Por Doctor Ramón Ceballo
En tiempos de polarización, cuando los discursos se radicalizan y las emociones desplazan a los datos, resulta fácil perder de vista una verdad esencial. En la República Dominicana, la política migratoria ha encendido un debate constante que ocupa un lugar central en la agenda pública.
Y aunque las posiciones sean múltiples, hay un punto de coincidencia ampliamente compartido: la inmigración ilegal no debe ser tolerada.Este consenso, aunque a menudo
silenciado por presiones diplomáticas o desvirtuadas por lecturas idealizadas
del humanitarismo, responde a una lógica irrefutable: todo país tiene el derecho y también la responsabilidad de establecer y
hacer cumplir sus propias normas.
Estas reglas no son meros
formalismos burocráticos. Existen para proteger derechos, garantizar el orden
social y permitir una integración que sea viable, real y sostenible. Ignorarlas
no solo pone en riesgo la seguridad colectiva, sino que también perjudica a
quienes han seguido los cauces legales.
La situación haitiana es, sin
matices, una catástrofe humanitaria. El colapso institucional, la violencia
desbordada y el abandono sistemático por parte de la comunidad internacional
han dejado a Haití sumido en la ruina. Sin embargo, organismos como las Naciones Unidas y otros entes multilaterales han
permanecido en gran medida indiferentes ante el sufrimiento de millones de
personas atrapadas en ese caos.
Y aunque la tragedia nos conmueve,
es igualmente cierto que la República
Dominicana no puede asumir, sola, las consecuencias de ese colapso. La
solidaridad tiene límites. La capacidad de acogida de un país con desafíos
propios en educación, salud, seguridad y empleo no puede estirarse
indefinidamente.
Haití necesita un plan serio de
apoyo regional y global, no soluciones improvisadas que terminen comprometiendo
la estabilidad dominicana.
Muchos haitianos no ven a la
República Dominicana como su destino final. Si tuvieran los medios, preferirían
migrar a Estados Unidos, Canadá o Francia. Pero esas rutas están cerradas. En
cambio, los traficantes de personas sí
pueden llevarlos hasta la frontera dominicana, que es cercana, permeable
y, en muchos casos, la única alternativa viable.

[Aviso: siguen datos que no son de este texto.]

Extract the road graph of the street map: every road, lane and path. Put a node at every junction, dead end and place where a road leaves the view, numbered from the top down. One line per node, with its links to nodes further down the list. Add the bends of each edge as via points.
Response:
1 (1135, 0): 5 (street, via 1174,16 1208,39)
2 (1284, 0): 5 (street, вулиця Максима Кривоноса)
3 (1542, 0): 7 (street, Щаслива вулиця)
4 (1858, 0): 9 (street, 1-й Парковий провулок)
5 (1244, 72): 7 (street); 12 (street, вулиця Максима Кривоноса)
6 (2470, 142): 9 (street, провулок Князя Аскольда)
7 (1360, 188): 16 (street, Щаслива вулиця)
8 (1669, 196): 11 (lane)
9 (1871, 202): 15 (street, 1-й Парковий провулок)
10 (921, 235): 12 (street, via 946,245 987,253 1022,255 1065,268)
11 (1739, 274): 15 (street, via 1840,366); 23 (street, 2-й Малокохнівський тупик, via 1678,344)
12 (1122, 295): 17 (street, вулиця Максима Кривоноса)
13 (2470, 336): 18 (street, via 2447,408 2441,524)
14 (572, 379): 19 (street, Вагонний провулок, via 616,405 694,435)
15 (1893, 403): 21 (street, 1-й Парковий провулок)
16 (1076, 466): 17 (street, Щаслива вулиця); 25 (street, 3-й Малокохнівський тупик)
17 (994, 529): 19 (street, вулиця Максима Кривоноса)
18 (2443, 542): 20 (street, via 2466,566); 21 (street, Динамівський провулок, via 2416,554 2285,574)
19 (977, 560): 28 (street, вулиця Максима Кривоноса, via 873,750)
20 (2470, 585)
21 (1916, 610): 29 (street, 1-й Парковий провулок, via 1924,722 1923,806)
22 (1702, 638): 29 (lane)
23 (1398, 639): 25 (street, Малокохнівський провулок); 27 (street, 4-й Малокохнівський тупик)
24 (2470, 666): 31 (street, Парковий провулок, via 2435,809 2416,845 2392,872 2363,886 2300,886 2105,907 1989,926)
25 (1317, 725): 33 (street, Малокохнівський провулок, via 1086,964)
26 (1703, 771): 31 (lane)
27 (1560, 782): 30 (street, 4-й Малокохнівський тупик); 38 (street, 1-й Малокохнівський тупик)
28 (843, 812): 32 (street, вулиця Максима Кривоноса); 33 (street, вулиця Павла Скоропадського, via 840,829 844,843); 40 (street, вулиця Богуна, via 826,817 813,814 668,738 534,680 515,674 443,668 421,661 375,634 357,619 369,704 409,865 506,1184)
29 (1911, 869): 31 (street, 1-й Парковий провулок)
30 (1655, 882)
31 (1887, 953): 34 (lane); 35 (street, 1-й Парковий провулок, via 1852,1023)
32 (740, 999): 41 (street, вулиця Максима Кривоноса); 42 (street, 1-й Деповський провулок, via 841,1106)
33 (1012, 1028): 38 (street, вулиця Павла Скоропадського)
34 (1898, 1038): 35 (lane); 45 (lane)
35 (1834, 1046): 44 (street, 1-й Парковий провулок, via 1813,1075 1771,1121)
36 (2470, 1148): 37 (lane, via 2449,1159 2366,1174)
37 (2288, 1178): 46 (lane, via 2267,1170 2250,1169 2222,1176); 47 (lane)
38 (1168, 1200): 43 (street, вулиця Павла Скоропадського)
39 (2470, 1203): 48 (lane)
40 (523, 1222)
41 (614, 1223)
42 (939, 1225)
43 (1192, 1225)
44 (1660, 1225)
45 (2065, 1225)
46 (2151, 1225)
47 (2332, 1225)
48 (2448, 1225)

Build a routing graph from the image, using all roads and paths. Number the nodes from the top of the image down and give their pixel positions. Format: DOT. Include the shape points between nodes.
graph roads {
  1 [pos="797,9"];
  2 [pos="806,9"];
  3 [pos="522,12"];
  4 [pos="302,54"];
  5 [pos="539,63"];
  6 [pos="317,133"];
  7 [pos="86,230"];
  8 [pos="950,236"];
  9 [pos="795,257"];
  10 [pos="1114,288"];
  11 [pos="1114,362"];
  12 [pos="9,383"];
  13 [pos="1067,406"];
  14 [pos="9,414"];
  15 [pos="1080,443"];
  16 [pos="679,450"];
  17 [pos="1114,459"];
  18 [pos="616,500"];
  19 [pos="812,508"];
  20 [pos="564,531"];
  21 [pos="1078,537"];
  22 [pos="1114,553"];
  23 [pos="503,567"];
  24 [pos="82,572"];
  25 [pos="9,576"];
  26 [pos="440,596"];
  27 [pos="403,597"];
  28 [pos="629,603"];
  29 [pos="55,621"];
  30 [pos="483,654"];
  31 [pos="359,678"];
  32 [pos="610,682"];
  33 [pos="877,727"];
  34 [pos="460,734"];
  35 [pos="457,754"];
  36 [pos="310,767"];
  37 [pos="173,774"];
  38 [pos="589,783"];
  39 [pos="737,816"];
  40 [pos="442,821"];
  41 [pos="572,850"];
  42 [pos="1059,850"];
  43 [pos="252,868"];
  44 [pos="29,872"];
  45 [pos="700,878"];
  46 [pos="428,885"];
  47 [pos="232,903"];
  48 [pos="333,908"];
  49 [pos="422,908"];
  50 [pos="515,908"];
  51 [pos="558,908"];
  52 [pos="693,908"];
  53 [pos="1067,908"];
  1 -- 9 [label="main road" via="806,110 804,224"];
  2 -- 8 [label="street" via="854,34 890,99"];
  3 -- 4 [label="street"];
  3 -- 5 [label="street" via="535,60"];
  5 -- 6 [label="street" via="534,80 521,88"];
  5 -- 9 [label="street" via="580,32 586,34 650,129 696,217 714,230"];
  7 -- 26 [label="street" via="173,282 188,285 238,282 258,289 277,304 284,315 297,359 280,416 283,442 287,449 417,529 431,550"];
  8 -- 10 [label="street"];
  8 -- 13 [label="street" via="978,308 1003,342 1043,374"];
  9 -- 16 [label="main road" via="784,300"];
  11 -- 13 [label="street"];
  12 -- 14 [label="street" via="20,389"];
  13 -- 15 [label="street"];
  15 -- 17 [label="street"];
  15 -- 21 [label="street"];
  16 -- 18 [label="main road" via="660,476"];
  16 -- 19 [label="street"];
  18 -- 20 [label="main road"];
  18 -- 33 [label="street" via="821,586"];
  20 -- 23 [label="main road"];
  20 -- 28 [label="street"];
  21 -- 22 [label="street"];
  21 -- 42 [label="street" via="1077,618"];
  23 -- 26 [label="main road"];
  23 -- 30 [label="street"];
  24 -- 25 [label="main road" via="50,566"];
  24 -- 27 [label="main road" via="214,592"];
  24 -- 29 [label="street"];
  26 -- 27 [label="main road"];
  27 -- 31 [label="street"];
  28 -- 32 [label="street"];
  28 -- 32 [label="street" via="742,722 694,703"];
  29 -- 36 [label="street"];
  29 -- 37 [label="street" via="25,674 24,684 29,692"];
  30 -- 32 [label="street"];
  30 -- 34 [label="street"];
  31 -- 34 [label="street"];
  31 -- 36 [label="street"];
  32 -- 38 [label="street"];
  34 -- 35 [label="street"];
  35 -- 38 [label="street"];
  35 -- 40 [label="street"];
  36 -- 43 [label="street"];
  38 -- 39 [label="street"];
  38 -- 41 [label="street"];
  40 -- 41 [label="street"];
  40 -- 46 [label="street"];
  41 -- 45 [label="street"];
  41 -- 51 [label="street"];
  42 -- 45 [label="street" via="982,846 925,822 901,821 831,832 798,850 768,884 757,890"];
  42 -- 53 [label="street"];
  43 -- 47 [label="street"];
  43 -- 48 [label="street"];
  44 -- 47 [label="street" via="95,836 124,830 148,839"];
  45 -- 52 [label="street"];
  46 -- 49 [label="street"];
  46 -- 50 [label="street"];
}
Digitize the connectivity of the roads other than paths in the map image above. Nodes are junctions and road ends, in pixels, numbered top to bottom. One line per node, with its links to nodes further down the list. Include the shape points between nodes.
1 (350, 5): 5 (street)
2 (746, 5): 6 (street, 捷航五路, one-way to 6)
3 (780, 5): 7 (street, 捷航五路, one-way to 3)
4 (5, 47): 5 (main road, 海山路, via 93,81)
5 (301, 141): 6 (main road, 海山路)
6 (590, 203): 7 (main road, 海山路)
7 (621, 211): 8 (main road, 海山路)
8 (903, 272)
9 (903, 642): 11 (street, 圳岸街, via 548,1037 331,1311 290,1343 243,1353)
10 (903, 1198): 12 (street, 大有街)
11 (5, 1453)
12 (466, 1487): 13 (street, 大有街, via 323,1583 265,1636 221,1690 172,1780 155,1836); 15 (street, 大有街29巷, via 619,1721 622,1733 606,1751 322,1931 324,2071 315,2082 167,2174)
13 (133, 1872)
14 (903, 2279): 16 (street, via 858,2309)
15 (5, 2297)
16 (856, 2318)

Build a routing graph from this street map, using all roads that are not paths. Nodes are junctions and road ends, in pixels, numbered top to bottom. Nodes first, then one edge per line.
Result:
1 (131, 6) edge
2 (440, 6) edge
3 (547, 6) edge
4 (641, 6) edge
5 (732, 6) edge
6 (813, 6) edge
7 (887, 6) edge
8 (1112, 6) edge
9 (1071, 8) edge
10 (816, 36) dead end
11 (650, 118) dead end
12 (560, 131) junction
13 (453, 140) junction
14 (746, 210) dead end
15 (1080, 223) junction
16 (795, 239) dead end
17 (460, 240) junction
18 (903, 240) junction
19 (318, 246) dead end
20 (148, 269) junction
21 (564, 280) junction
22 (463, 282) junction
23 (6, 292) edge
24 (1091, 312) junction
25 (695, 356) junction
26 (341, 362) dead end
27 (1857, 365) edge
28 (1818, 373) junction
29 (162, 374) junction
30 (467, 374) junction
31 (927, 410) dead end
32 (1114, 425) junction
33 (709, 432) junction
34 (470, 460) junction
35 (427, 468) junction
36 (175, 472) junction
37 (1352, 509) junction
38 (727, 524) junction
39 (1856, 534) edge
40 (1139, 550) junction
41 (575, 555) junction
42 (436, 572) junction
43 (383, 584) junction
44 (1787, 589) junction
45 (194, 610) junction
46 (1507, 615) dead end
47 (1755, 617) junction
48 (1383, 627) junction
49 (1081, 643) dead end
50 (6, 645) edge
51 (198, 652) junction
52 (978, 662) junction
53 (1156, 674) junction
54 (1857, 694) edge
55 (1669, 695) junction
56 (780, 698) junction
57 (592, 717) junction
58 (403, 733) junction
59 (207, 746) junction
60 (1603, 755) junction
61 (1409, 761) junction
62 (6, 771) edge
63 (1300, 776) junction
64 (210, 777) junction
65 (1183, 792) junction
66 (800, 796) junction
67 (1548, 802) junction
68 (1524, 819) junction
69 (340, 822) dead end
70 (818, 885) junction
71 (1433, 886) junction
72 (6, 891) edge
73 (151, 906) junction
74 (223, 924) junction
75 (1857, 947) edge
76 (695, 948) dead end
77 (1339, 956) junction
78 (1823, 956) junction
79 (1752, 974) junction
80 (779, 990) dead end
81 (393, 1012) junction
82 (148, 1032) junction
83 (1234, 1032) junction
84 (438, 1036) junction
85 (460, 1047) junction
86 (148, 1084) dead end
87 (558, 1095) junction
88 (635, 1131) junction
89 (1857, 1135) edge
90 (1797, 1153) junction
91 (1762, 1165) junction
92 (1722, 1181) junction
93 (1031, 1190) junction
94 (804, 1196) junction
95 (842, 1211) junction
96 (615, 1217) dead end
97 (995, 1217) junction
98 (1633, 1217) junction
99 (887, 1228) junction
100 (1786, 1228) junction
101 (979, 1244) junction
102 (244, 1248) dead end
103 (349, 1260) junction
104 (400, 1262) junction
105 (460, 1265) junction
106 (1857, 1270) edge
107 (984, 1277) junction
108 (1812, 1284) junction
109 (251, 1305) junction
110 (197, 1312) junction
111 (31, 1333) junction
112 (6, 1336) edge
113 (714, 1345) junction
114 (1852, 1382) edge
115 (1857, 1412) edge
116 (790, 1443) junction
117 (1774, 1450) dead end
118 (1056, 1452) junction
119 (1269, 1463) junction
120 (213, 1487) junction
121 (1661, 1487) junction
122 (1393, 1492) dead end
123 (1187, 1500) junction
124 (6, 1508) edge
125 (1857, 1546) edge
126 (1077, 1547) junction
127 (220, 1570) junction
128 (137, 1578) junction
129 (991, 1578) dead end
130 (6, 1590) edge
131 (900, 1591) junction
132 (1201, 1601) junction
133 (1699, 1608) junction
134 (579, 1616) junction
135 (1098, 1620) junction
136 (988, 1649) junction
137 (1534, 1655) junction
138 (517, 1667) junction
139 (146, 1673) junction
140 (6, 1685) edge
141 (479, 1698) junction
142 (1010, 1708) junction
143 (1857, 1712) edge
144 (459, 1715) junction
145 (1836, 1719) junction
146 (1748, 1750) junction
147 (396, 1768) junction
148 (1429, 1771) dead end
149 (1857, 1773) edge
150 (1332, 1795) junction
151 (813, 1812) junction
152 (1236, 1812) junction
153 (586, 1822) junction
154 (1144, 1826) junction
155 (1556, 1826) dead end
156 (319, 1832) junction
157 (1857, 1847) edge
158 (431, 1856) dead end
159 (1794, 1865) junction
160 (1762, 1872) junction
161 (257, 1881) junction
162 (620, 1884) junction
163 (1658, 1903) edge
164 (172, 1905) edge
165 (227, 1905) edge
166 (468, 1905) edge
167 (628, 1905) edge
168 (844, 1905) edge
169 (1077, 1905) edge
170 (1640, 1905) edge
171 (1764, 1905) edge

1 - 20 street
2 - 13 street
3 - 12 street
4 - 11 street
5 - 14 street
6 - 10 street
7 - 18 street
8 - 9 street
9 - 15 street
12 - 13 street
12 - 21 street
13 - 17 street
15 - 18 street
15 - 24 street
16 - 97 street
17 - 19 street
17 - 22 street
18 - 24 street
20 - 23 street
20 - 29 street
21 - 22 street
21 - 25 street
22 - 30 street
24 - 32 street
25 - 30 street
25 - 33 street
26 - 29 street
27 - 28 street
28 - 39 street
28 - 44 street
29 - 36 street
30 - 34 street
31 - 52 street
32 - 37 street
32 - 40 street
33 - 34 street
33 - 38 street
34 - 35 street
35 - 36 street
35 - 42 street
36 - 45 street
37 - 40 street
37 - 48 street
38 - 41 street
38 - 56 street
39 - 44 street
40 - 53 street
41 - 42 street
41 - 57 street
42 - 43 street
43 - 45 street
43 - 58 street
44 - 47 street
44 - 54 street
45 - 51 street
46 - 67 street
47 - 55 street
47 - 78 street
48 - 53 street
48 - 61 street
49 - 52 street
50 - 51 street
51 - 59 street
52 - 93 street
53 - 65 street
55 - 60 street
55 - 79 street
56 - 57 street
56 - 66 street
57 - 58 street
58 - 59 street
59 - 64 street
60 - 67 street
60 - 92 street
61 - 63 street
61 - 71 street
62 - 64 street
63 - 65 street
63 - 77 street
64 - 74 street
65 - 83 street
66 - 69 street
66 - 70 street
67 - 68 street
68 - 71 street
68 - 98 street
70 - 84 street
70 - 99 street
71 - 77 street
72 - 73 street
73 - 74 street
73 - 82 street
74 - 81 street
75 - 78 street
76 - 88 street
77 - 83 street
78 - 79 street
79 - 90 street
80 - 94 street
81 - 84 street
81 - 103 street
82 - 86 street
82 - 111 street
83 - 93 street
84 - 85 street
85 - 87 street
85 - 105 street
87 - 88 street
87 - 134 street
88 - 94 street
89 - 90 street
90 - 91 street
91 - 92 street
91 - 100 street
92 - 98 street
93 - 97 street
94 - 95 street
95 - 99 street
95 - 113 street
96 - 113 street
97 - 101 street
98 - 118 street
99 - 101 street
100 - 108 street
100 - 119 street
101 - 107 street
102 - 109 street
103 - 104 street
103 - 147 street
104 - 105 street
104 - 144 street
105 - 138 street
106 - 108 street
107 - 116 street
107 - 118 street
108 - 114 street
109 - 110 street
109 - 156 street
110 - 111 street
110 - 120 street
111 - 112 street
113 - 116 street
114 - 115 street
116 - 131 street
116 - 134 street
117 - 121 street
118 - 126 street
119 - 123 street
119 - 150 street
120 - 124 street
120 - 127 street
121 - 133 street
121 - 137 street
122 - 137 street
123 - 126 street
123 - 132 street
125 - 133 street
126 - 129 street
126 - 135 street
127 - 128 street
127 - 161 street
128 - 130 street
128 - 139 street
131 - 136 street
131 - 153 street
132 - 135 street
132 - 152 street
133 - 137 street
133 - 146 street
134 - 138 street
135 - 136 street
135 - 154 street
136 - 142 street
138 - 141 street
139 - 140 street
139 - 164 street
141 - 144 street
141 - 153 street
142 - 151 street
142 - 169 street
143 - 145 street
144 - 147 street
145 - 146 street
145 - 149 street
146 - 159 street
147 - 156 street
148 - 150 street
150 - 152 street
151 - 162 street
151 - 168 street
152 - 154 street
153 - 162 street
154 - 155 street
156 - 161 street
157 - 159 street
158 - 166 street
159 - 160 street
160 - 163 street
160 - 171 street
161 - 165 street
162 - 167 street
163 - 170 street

Esta realidad ayuda a entender por
qué muchos de los que cruzan no son necesariamente parte de la élite
profesional o empresarial haitiana. Con frecuencia, son los más pobres, los más
desesperados y, en algunos casos, quienes están dispuestos a transgredir la
ley.
La migración haitiana es un fenómeno
complejo, atravesado por elementos legales, humanitarios, sociales y de
seguridad nacional. Reducirlo a una
consigna o a una postura ideológica solo empobrece el debate y alimenta la
polarización.
Negar la dimensión humana del drama
haitiano es inaceptable. Pero idealizar
la ilegalidad en nombre de la compasión también lo es. La verdadera
solución exige equilibrio, firmeza y humanidad. Nada más, pero nada menos.
Como Estado soberano, la República Dominicana tiene todo el derecho
a proteger sus fronteras y exigir que cualquier ingreso sea conforme a la ley.
Pero también tiene una obligación ética: actuar con justicia y respeto por la
dignidad humana.
Estas no son posturas opuestas. Son
dos caras de una misma responsabilidad. Y en tiempos de confusión y ruido, es
importante recordarlo: reconocer el
sufrimiento del otro no implica renunciar a nuestros principios. Y la empatía,
por más firme que sea, no debe confundirse con debilidad.